No pictures go in the copy; everything else in the records below must be output exactly.

==*==

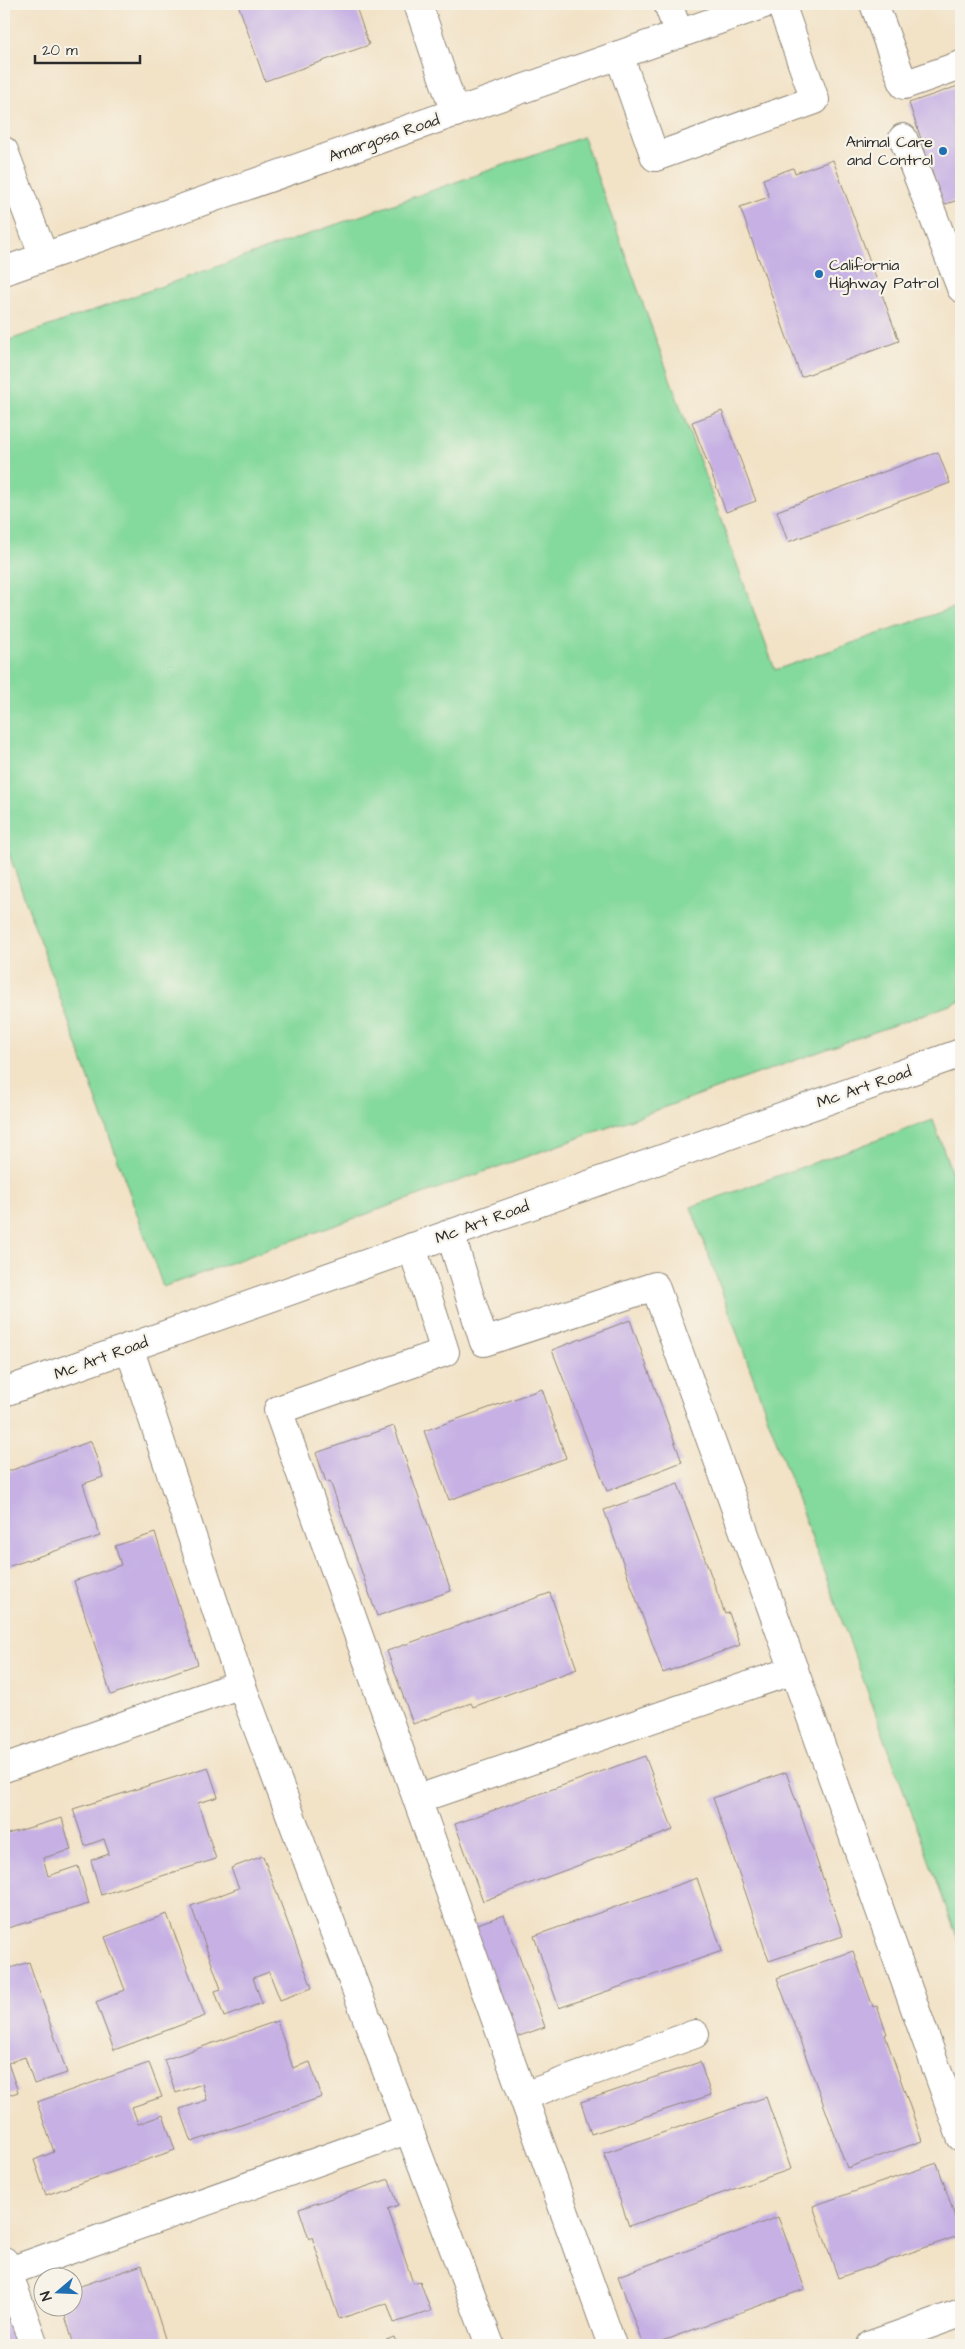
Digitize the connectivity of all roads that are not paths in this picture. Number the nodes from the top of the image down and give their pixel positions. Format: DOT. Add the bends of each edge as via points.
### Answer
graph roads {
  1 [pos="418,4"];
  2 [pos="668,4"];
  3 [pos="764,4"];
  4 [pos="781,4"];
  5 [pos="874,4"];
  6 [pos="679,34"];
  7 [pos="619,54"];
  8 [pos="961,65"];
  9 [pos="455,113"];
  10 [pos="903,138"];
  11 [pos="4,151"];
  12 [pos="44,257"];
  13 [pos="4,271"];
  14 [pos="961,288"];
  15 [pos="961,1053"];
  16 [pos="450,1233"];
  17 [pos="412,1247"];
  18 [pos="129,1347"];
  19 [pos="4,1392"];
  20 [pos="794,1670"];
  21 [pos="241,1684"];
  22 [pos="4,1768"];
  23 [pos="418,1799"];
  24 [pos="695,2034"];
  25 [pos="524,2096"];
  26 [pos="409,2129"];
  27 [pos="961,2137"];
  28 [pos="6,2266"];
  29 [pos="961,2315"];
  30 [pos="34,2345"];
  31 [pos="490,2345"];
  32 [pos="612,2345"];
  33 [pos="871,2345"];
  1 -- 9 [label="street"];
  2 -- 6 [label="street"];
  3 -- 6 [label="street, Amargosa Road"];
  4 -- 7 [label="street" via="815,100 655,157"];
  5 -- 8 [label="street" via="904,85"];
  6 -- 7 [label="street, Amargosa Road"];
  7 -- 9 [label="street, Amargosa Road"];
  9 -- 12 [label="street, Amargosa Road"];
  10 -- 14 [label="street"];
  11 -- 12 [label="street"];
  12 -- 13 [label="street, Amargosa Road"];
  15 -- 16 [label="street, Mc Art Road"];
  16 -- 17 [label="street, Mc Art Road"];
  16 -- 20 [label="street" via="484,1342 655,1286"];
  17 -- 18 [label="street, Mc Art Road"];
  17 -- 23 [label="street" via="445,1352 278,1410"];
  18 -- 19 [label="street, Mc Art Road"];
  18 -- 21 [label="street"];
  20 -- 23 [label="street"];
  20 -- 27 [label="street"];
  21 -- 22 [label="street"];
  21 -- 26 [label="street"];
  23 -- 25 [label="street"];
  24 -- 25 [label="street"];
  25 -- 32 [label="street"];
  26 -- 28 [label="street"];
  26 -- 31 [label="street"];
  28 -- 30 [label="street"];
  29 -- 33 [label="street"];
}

==*==

◆ Solution for this exercise:
Digitize the connectivity of all roads that are not paths in this picture. Number the nodes from the top of the image down and give their pixel positions. Format: DOT. Add the bends of each edge as via points.
### Answer
graph roads {
  1 [pos="418,4"];
  2 [pos="668,4"];
  3 [pos="764,4"];
  4 [pos="781,4"];
  5 [pos="874,4"];
  6 [pos="679,34"];
  7 [pos="619,54"];
  8 [pos="961,65"];
  9 [pos="455,113"];
  10 [pos="903,138"];
  11 [pos="4,151"];
  12 [pos="44,257"];
  13 [pos="4,271"];
  14 [pos="961,288"];
  15 [pos="961,1053"];
  16 [pos="450,1233"];
  17 [pos="412,1247"];
  18 [pos="129,1347"];
  19 [pos="4,1392"];
  20 [pos="794,1670"];
  21 [pos="241,1684"];
  22 [pos="4,1768"];
  23 [pos="418,1799"];
  24 [pos="695,2034"];
  25 [pos="524,2096"];
  26 [pos="409,2129"];
  27 [pos="961,2137"];
  28 [pos="6,2266"];
  29 [pos="961,2315"];
  30 [pos="34,2345"];
  31 [pos="490,2345"];
  32 [pos="612,2345"];
  33 [pos="871,2345"];
  1 -- 9 [label="street"];
  2 -- 6 [label="street"];
  3 -- 6 [label="street, Amargosa Road"];
  4 -- 7 [label="street" via="815,100 655,157"];
  5 -- 8 [label="street" via="904,85"];
  6 -- 7 [label="street, Amargosa Road"];
  7 -- 9 [label="street, Amargosa Road"];
  9 -- 12 [label="street, Amargosa Road"];
  10 -- 14 [label="street"];
  11 -- 12 [label="street"];
  12 -- 13 [label="street, Amargosa Road"];
  15 -- 16 [label="street, Mc Art Road"];
  16 -- 17 [label="street, Mc Art Road"];
  16 -- 20 [label="street" via="484,1342 655,1286"];
  17 -- 18 [label="street, Mc Art Road"];
  17 -- 23 [label="street" via="445,1352 278,1410"];
  18 -- 19 [label="street, Mc Art Road"];
  18 -- 21 [label="street"];
  20 -- 23 [label="street"];
  20 -- 27 [label="street"];
  21 -- 22 [label="street"];
  21 -- 26 [label="street"];
  23 -- 25 [label="street"];
  24 -- 25 [label="street"];
  25 -- 32 [label="street"];
  26 -- 28 [label="street"];
  26 -- 31 [label="street"];
  28 -- 30 [label="street"];
  29 -- 33 [label="street"];
}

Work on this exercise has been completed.